→ **About this task**
The lines to copy from the data below are those that hold the string "École".

Segment Start: Exercise data

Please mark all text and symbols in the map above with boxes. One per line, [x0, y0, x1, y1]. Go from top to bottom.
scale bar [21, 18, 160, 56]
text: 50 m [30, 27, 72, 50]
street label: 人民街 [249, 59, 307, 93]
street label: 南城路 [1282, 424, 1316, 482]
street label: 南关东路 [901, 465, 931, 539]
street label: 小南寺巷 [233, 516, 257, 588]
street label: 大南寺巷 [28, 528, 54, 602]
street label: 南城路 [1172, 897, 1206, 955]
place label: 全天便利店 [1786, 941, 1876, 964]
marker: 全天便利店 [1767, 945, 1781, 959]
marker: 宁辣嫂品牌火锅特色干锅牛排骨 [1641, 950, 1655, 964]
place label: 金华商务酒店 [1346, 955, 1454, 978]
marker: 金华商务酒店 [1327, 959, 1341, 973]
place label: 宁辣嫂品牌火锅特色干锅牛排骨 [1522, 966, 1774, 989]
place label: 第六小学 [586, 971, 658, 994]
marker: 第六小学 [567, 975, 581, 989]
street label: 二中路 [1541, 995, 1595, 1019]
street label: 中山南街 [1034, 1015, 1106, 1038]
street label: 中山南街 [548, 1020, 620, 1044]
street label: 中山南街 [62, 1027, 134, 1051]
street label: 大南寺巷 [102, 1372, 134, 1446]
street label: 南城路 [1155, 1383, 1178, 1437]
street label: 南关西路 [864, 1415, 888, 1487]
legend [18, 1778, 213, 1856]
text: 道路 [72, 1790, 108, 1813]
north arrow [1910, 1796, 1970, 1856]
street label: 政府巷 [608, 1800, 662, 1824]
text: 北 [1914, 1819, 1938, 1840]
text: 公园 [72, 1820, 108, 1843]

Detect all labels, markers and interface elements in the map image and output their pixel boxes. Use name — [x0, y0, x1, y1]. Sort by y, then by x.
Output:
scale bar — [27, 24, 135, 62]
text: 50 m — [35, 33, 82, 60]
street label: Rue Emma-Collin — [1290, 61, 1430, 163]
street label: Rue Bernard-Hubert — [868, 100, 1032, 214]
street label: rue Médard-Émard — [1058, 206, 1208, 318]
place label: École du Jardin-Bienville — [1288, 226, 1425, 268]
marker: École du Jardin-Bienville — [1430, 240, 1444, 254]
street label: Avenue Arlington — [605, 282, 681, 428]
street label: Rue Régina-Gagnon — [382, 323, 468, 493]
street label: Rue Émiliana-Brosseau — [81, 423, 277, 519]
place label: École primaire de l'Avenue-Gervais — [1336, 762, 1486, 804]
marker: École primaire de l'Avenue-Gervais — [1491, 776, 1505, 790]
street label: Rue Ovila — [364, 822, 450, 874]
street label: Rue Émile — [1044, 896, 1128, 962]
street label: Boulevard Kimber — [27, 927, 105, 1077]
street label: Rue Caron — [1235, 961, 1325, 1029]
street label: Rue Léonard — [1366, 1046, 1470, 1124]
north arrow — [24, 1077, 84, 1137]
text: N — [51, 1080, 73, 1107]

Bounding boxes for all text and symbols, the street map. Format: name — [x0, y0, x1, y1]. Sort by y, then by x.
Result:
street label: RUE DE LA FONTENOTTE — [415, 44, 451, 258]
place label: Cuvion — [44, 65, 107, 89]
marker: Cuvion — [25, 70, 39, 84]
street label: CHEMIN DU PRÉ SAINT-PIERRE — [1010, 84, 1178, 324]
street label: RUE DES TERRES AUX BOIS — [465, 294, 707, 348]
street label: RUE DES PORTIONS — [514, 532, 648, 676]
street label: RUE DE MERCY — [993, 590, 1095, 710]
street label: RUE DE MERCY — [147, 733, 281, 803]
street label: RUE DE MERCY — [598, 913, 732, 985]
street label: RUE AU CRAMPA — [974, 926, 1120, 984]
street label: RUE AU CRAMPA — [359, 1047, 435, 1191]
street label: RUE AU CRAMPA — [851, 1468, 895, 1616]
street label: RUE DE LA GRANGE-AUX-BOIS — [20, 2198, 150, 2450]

Segment End: Exercise data

→ **Response to the exercise**
place label: École du Jardin-Bienville — [1288, 226, 1425, 268]
marker: École du Jardin-Bienville — [1430, 240, 1444, 254]
place label: École primaire de l'Avenue-Gervais — [1336, 762, 1486, 804]
marker: École primaire de l'Avenue-Gervais — [1491, 776, 1505, 790]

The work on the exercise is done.